Collected data entries:

* * * * *

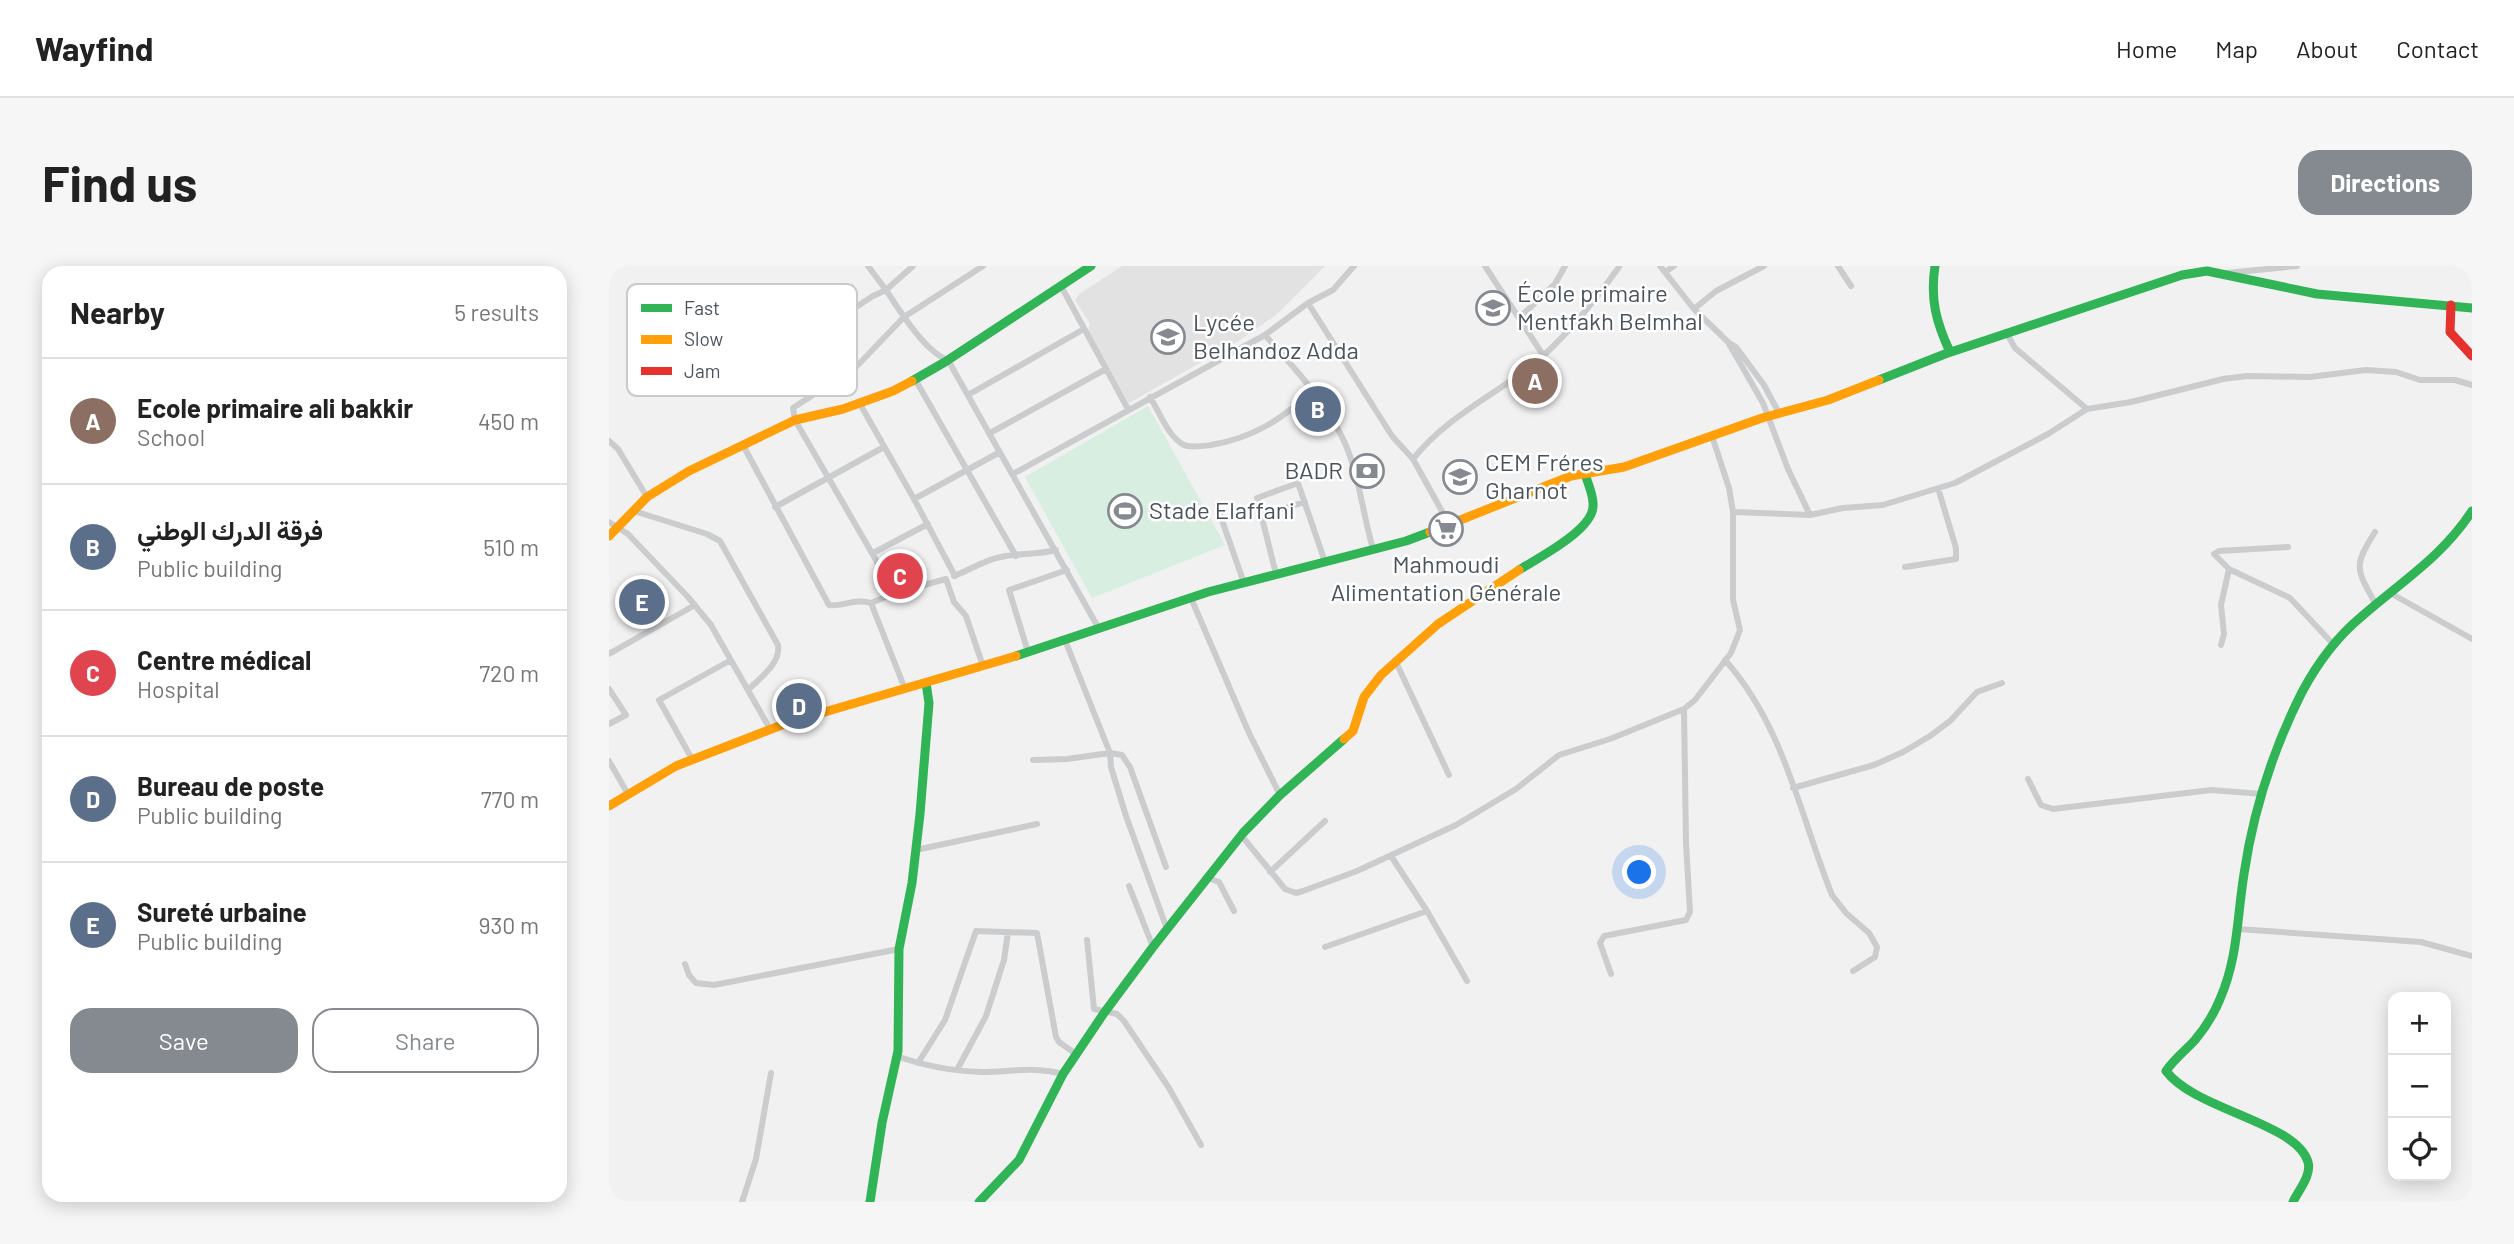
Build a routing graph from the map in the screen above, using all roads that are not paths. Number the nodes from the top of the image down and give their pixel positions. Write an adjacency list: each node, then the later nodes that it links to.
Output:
1 (868, 266): 21 (street)
2 (913, 266): 21 (street)
3 (982, 266): 27 (street)
4 (1091, 266): 19 (main road)
5 (1354, 266): 22 (street)
6 (1485, 266): 28 (street)
7 (1565, 266): 28 (street)
8 (1619, 266): 9 (street); 34 (street)
9 (1627, 266)
10 (1674, 266): 16 (street)
11 (1764, 266): 26 (street)
12 (1838, 266): 20 (street)
13 (1935, 266): 33 (main road)
14 (2297, 266): 15 (street)
15 (2258, 268): 18 (street)
16 (1662, 269): 26 (street)
17 (2206, 269): 18 (main road); 30 (main road)
18 (2221, 273): 23 (main road)
19 (1061, 286): 29 (street); 36 (main road)
20 (1851, 286)
21 (886, 290): 24 (street); 27 (street)
22 (1308, 303): 31 (street); 57 (street)
23 (2451, 306): 25 (main road); 35 (main road)
24 (857, 307)
25 (2472, 308)
26 (1693, 309): 32 (street)
27 (904, 317): 36 (street); 37 (street)
28 (1519, 318): 34 (street)
29 (1084, 329): 38 (street); 42 (street)
30 (2007, 334): 33 (main road); 47 (street)
31 (1265, 335): 41 (street); 44 (street)
32 (1728, 342): 48 (street); 49 (street)
33 (1950, 352): 48 (main road)
34 (1543, 355): 57 (street)
35 (2472, 356)
36 (948, 360): 39 (main road); 42 (street)
37 (857, 366)
38 (1106, 369): 46 (street); 51 (street)
39 (915, 379): 45 (main road); 58 (street)
40 (2472, 385): 47 (street)
41 (1313, 390): 44 (street); 79 (street)
42 (968, 395): 51 (street)
43 (811, 396): 50 (street)
44 (1150, 397): 46 (street)
45 (860, 404): 50 (main road); 55 (street)
46 (1128, 409): 59 (street)
47 (2087, 409): 62 (street)
48 (1779, 413): 49 (main road)
49 (1769, 416): 52 (main road); 72 (street)
50 (795, 420): 54 (main road); 61 (street)
51 (990, 433): 56 (street)
52 (1712, 436): 60 (main road); 70 (street)
53 (609, 441): 63 (street)
54 (743, 445): 63 (main road); 67 (street)
55 (884, 447): 61 (street); 64 (street)
56 (1000, 452): 58 (street); 59 (street)
57 (1413, 459): 74 (street)
58 (967, 470): 64 (street); 82 (street)
59 (1013, 474): 80 (street)
60 (1585, 474): 74 (main road); 105 (main road)
61 (829, 477): 67 (street); 81 (street)
62 (1938, 488): 72 (street); 84 (street)
63 (647, 497): 69 (main road)
64 (914, 499): 73 (street)
65 (1305, 502): 71 (street); 71 (street); 83 (street)
66 (1217, 506): 90 (street)
67 (775, 507): 94 (street)
68 (2472, 510): 92 (main road)
69 (634, 511): 75 (main road); 112 (street)
70 (1733, 512): 72 (street); 106 (street)
71 (1262, 515): 87 (street)
72 (1810, 516)
73 (928, 524): 81 (street); 88 (street)
74 (1450, 524): 79 (main road)
75 (613, 525): 77 (main road); 95 (street)
76 (2375, 532): 96 (street)
77 (609, 537)
78 (2288, 547): 85 (street)
79 (1373, 549): 83 (main road)
80 (1055, 550): 82 (street); 86 (street)
81 (873, 553): 91 (street)
82 (1016, 556): 88 (street)
83 (1325, 562): 87 (main road)
84 (1905, 567)
85 (2229, 569): 100 (street); 101 (street)
86 (1067, 570): 97 (street); 102 (street)
87 (1276, 574): 90 (main road)
88 (955, 576): 89 (street)
89 (946, 579): 91 (street); 107 (street)
90 (1244, 583): 93 (main road)
91 (895, 593): 94 (street)
92 (2392, 594): 96 (main road); 98 (street)
93 (1191, 598): 97 (main road); 125 (street)
94 (871, 603): 110 (street)
95 (695, 605): 103 (street); 104 (street)
96 (2376, 605): 101 (main road)
97 (1099, 629): 99 (main road)
98 (2472, 639)
99 (1065, 640): 102 (main road); 116 (street)
100 (2221, 645)
101 (2334, 645): 124 (main road)
102 (1028, 652): 107 (main road)
103 (609, 654)
104 (731, 660): 112 (street); 117 (street)
105 (1395, 660): 120 (street); 125 (main road)
106 (1725, 660): 113 (street); 122 (street)
107 (983, 666): 108 (main road)
108 (926, 683): 110 (main road); 130 (main road)
109 (2002, 683): 122 (street)
110 (905, 688): 115 (main road)
111 (609, 689): 114 (street)
112 (748, 690): 115 (street)
113 (1684, 709): 131 (street); 148 (street)
114 (609, 724)
115 (770, 729): 117 (main road)
116 (1110, 753): 118 (street); 132 (street); 138 (street)
117 (692, 759): 123 (main road)
118 (1033, 760)
119 (609, 761): 123 (street)
120 (1449, 775)
121 (2028, 779): 124 (street)
122 (1793, 788): 147 (street)
123 (628, 794): 126 (main road)
124 (2262, 794): 139 (main road)
125 (1280, 795): 129 (main road)
126 (609, 806)
127 (1325, 821): 133 (street)
128 (1037, 824): 130 (street)
129 (1241, 835): 133 (street); 134 (main road)
130 (916, 850): 144 (main road)
131 (1391, 856): 133 (street); 137 (street)
132 (1166, 866)
133 (1271, 872)
134 (1207, 878): 136 (street); 138 (main road)
135 (1129, 886): 142 (street)
136 (1234, 911)
137 (1427, 911): 143 (street); 149 (street)
138 (1167, 929): 142 (main road)
139 (2238, 929): 145 (street); 161 (main road)
140 (1008, 932): 151 (street); 153 (street); 154 (street)
141 (1087, 940): 150 (street)
142 (1153, 947): 150 (main road)
143 (1325, 947)
144 (899, 949): 146 (street); 152 (main road)
145 (2472, 956)
146 (685, 964)
147 (1853, 971)
148 (1611, 974)
149 (1467, 981)
150 (1104, 1013): 151 (main road); 157 (street)
151 (1076, 1054): 156 (main road)
152 (897, 1056): 153 (street); 159 (main road)
153 (918, 1063): 154 (street)
154 (957, 1070): 156 (street)
155 (771, 1073): 158 (street)
156 (1063, 1074): 160 (main road)
157 (1201, 1145)
158 (742, 1202)
159 (870, 1202)
160 (979, 1202)
161 (2293, 1202)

* * * * *

_TO DO_: Although the records include pictures, output only their text, exactly and completely.

_ANSWER TO THIS PROBLEM_:
Build a routing graph from the map in the screen above, using all roads that are not paths. Number the nodes from the top of the image down and give their pixel positions. Write an adjacency list: each node, then the later nodes that it links to.
Output:
1 (868, 266): 21 (street)
2 (913, 266): 21 (street)
3 (982, 266): 27 (street)
4 (1091, 266): 19 (main road)
5 (1354, 266): 22 (street)
6 (1485, 266): 28 (street)
7 (1565, 266): 28 (street)
8 (1619, 266): 9 (street); 34 (street)
9 (1627, 266)
10 (1674, 266): 16 (street)
11 (1764, 266): 26 (street)
12 (1838, 266): 20 (street)
13 (1935, 266): 33 (main road)
14 (2297, 266): 15 (street)
15 (2258, 268): 18 (street)
16 (1662, 269): 26 (street)
17 (2206, 269): 18 (main road); 30 (main road)
18 (2221, 273): 23 (main road)
19 (1061, 286): 29 (street); 36 (main road)
20 (1851, 286)
21 (886, 290): 24 (street); 27 (street)
22 (1308, 303): 31 (street); 57 (street)
23 (2451, 306): 25 (main road); 35 (main road)
24 (857, 307)
25 (2472, 308)
26 (1693, 309): 32 (street)
27 (904, 317): 36 (street); 37 (street)
28 (1519, 318): 34 (street)
29 (1084, 329): 38 (street); 42 (street)
30 (2007, 334): 33 (main road); 47 (street)
31 (1265, 335): 41 (street); 44 (street)
32 (1728, 342): 48 (street); 49 (street)
33 (1950, 352): 48 (main road)
34 (1543, 355): 57 (street)
35 (2472, 356)
36 (948, 360): 39 (main road); 42 (street)
37 (857, 366)
38 (1106, 369): 46 (street); 51 (street)
39 (915, 379): 45 (main road); 58 (street)
40 (2472, 385): 47 (street)
41 (1313, 390): 44 (street); 79 (street)
42 (968, 395): 51 (street)
43 (811, 396): 50 (street)
44 (1150, 397): 46 (street)
45 (860, 404): 50 (main road); 55 (street)
46 (1128, 409): 59 (street)
47 (2087, 409): 62 (street)
48 (1779, 413): 49 (main road)
49 (1769, 416): 52 (main road); 72 (street)
50 (795, 420): 54 (main road); 61 (street)
51 (990, 433): 56 (street)
52 (1712, 436): 60 (main road); 70 (street)
53 (609, 441): 63 (street)
54 (743, 445): 63 (main road); 67 (street)
55 (884, 447): 61 (street); 64 (street)
56 (1000, 452): 58 (street); 59 (street)
57 (1413, 459): 74 (street)
58 (967, 470): 64 (street); 82 (street)
59 (1013, 474): 80 (street)
60 (1585, 474): 74 (main road); 105 (main road)
61 (829, 477): 67 (street); 81 (street)
62 (1938, 488): 72 (street); 84 (street)
63 (647, 497): 69 (main road)
64 (914, 499): 73 (street)
65 (1305, 502): 71 (street); 71 (street); 83 (street)
66 (1217, 506): 90 (street)
67 (775, 507): 94 (street)
68 (2472, 510): 92 (main road)
69 (634, 511): 75 (main road); 112 (street)
70 (1733, 512): 72 (street); 106 (street)
71 (1262, 515): 87 (street)
72 (1810, 516)
73 (928, 524): 81 (street); 88 (street)
74 (1450, 524): 79 (main road)
75 (613, 525): 77 (main road); 95 (street)
76 (2375, 532): 96 (street)
77 (609, 537)
78 (2288, 547): 85 (street)
79 (1373, 549): 83 (main road)
80 (1055, 550): 82 (street); 86 (street)
81 (873, 553): 91 (street)
82 (1016, 556): 88 (street)
83 (1325, 562): 87 (main road)
84 (1905, 567)
85 (2229, 569): 100 (street); 101 (street)
86 (1067, 570): 97 (street); 102 (street)
87 (1276, 574): 90 (main road)
88 (955, 576): 89 (street)
89 (946, 579): 91 (street); 107 (street)
90 (1244, 583): 93 (main road)
91 (895, 593): 94 (street)
92 (2392, 594): 96 (main road); 98 (street)
93 (1191, 598): 97 (main road); 125 (street)
94 (871, 603): 110 (street)
95 (695, 605): 103 (street); 104 (street)
96 (2376, 605): 101 (main road)
97 (1099, 629): 99 (main road)
98 (2472, 639)
99 (1065, 640): 102 (main road); 116 (street)
100 (2221, 645)
101 (2334, 645): 124 (main road)
102 (1028, 652): 107 (main road)
103 (609, 654)
104 (731, 660): 112 (street); 117 (street)
105 (1395, 660): 120 (street); 125 (main road)
106 (1725, 660): 113 (street); 122 (street)
107 (983, 666): 108 (main road)
108 (926, 683): 110 (main road); 130 (main road)
109 (2002, 683): 122 (street)
110 (905, 688): 115 (main road)
111 (609, 689): 114 (street)
112 (748, 690): 115 (street)
113 (1684, 709): 131 (street); 148 (street)
114 (609, 724)
115 (770, 729): 117 (main road)
116 (1110, 753): 118 (street); 132 (street); 138 (street)
117 (692, 759): 123 (main road)
118 (1033, 760)
119 (609, 761): 123 (street)
120 (1449, 775)
121 (2028, 779): 124 (street)
122 (1793, 788): 147 (street)
123 (628, 794): 126 (main road)
124 (2262, 794): 139 (main road)
125 (1280, 795): 129 (main road)
126 (609, 806)
127 (1325, 821): 133 (street)
128 (1037, 824): 130 (street)
129 (1241, 835): 133 (street); 134 (main road)
130 (916, 850): 144 (main road)
131 (1391, 856): 133 (street); 137 (street)
132 (1166, 866)
133 (1271, 872)
134 (1207, 878): 136 (street); 138 (main road)
135 (1129, 886): 142 (street)
136 (1234, 911)
137 (1427, 911): 143 (street); 149 (street)
138 (1167, 929): 142 (main road)
139 (2238, 929): 145 (street); 161 (main road)
140 (1008, 932): 151 (street); 153 (street); 154 (street)
141 (1087, 940): 150 (street)
142 (1153, 947): 150 (main road)
143 (1325, 947)
144 (899, 949): 146 (street); 152 (main road)
145 (2472, 956)
146 (685, 964)
147 (1853, 971)
148 (1611, 974)
149 (1467, 981)
150 (1104, 1013): 151 (main road); 157 (street)
151 (1076, 1054): 156 (main road)
152 (897, 1056): 153 (street); 159 (main road)
153 (918, 1063): 154 (street)
154 (957, 1070): 156 (street)
155 (771, 1073): 158 (street)
156 (1063, 1074): 160 (main road)
157 (1201, 1145)
158 (742, 1202)
159 (870, 1202)
160 (979, 1202)
161 (2293, 1202)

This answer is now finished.